The dog is funny but it just means, pick actually "random" numbers from a bigger range than the staged phony numbers quantum factorisation uses.
It starts here: https://www.metzdowd.com/pipermail/cryptography/2025-Februar...
This part is from farther down thread:
"Just as a thought experiment, what's the most gutless device that could perform this "factorisation"? There's an isqrt() implementation that uses three temporaries so you could possibly do the square root part on a ZX81, but with 1k of RAM I don't think you can do the verification of the guess unless you can maybe swap the values out to tape and load new code for the multiply part. A VIC20 with 4k RAM should be able to do it... is there a programmable calculator that does arbitrary-precision maths? A quick google just turns up a lot of apps that do it but not much on physical devices.
Peter."
The paper's formatting clearly went wrong here, as it should have read p = 2^n - 1 and q = 2^m + 1.

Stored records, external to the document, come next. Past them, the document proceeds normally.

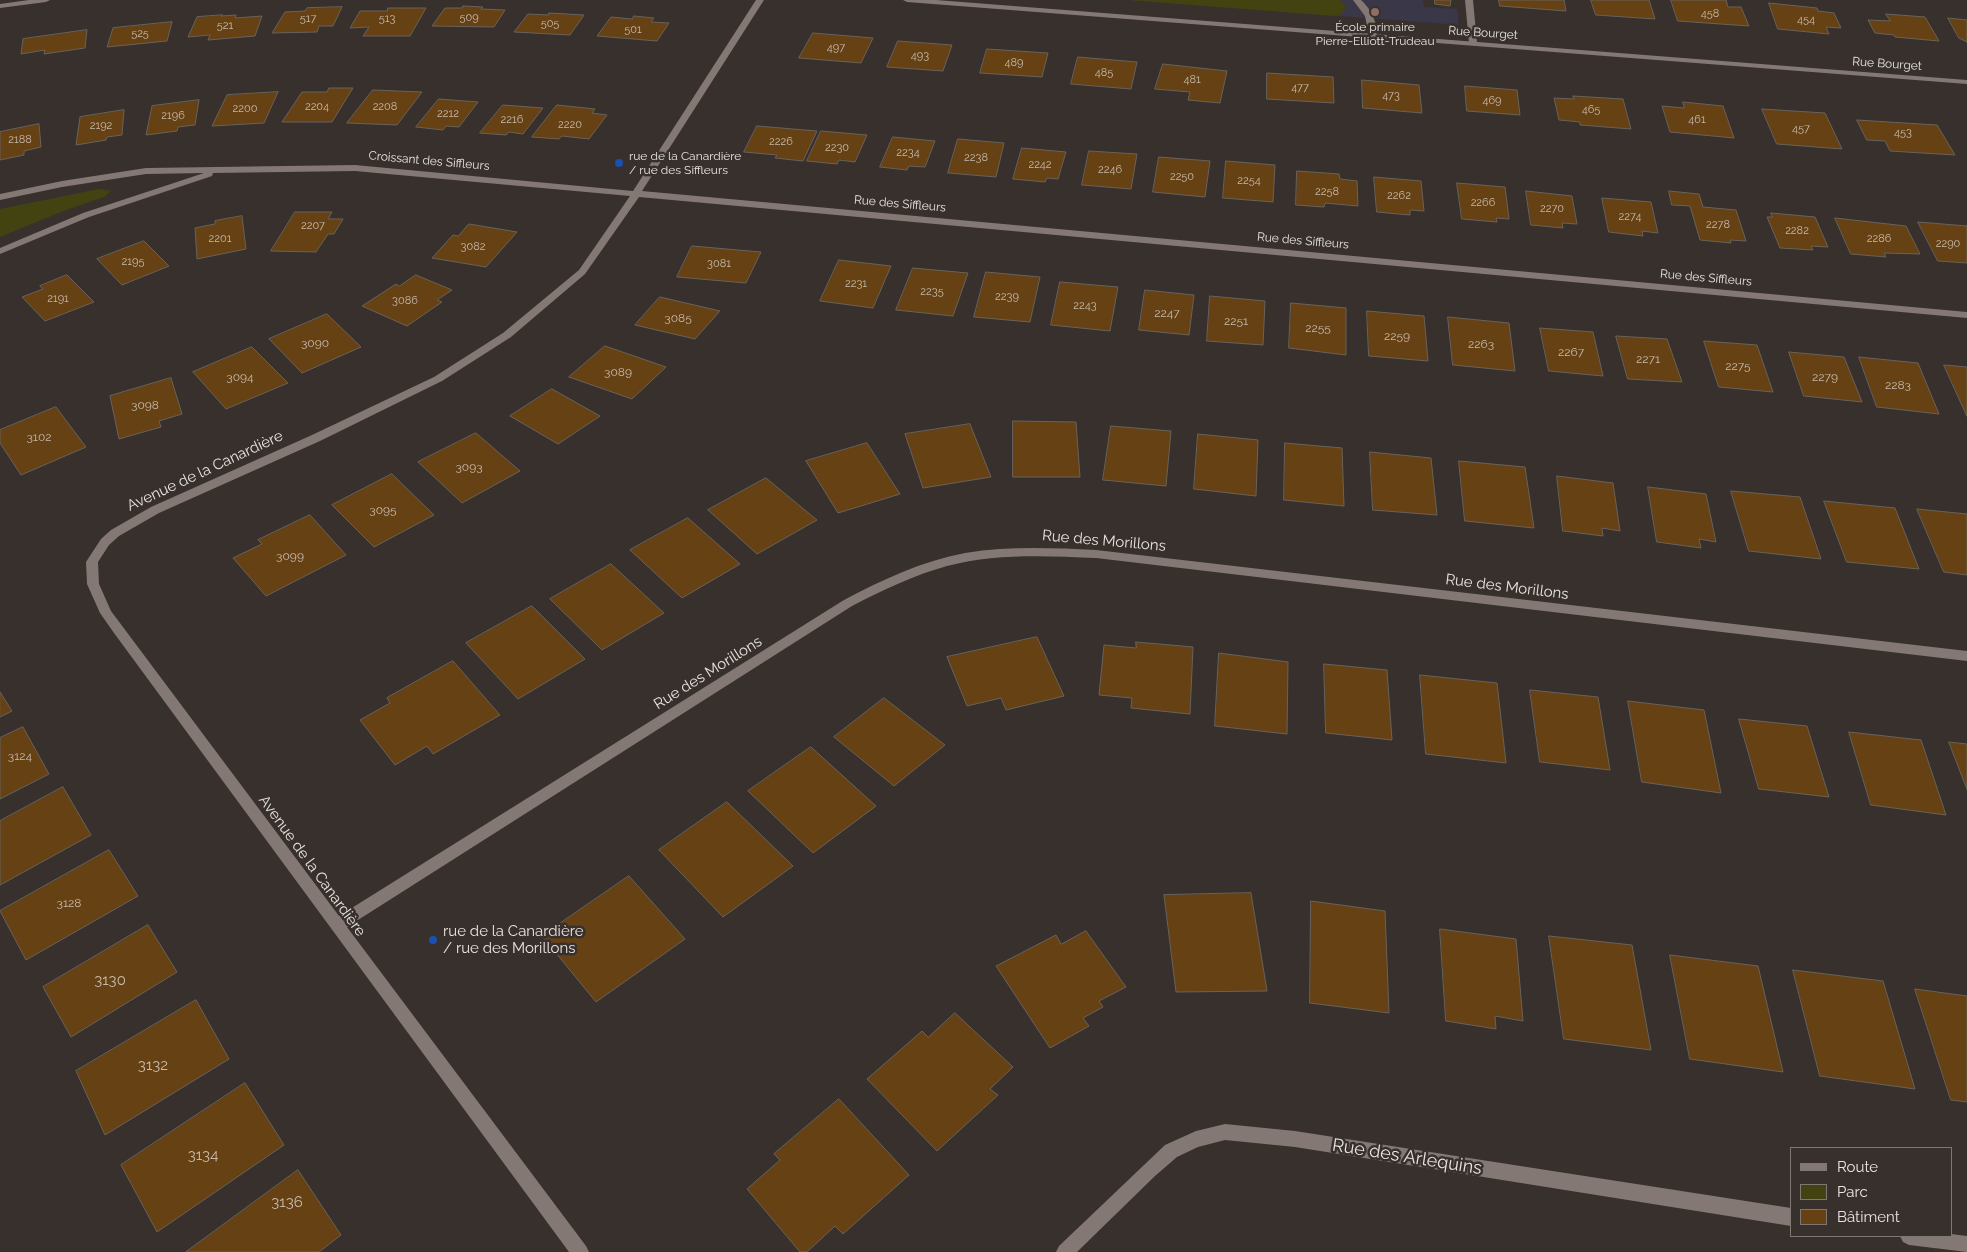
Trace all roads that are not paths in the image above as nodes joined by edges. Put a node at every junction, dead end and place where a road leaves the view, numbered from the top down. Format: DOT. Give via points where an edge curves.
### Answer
graph roads {
  1 [pos="46,0"];
  2 [pos="760,0"];
  3 [pos="907,0"];
  4 [pos="1357,0"];
  5 [pos="1469,0"];
  6 [pos="961,2"];
  7 [pos="0,6"];
  8 [pos="1374,36"];
  9 [pos="1473,44"];
  10 [pos="1967,82"];
  11 [pos="218,170"];
  12 [pos="637,192"];
  13 [pos="0,197"];
  14 [pos="0,252"];
  15 [pos="1967,315"];
  16 [pos="1967,656"];
  17 [pos="336,926"];
  18 [pos="1790,1218"];
  19 [pos="1915,1237"];
  20 [pos="1967,1245"];
  21 [pos="580,1252"];
  22 [pos="1065,1252"];
  1 -- 7 [label="street"];
  2 -- 12 [label="street, Avenue de la Canardière"];
  3 -- 6 [label="street, Rue Bourget"];
  4 -- 8 [label="street" via="1372,20"];
  5 -- 9 [label="street"];
  6 -- 8 [label="street, Rue Bourget"];
  8 -- 9 [label="street, Rue Bourget"];
  9 -- 10 [label="street, Rue Bourget"];
  11 -- 12 [label="street, Croissant des Siffleurs" via="355,168"];
  11 -- 13 [label="street, Croissant des Siffleurs" via="112,175"];
  11 -- 14 [label="street, Croissant des Siffleurs" via="86,215"];
  12 -- 15 [label="street, Rue des Siffleurs"];
  12 -- 17 [label="street, Avenue de la Canardière" via="582,272 482,352 388,404 155,510 115,533 92,562 92,584 106,613"];
  16 -- 17 [label="street, Rue des Morillons" via="1096,554 1020,552 979,555 911,573 848,603"];
  17 -- 21 [label="street, Avenue de la Canardière"];
  18 -- 22 [label="street, Rue des Arlequins" via="1295,1139 1225,1132 1196,1139 1171,1151"];
  19 -- 20 [label="street"];
}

The "Proposed Quantum Factorisation Evaluation Criteria" are excellent, but for measuring progress, the required minimum factor size of 64 bits is too large. A good milestone would be a quantum circuit that can factor the product of any pair of 5-bit primes {17,19,23,29,31}.
> To my knowledge, no one has cheated at factoring in this way before. Given the shenanigans pulled by past factoring experiments, that’s remarkable.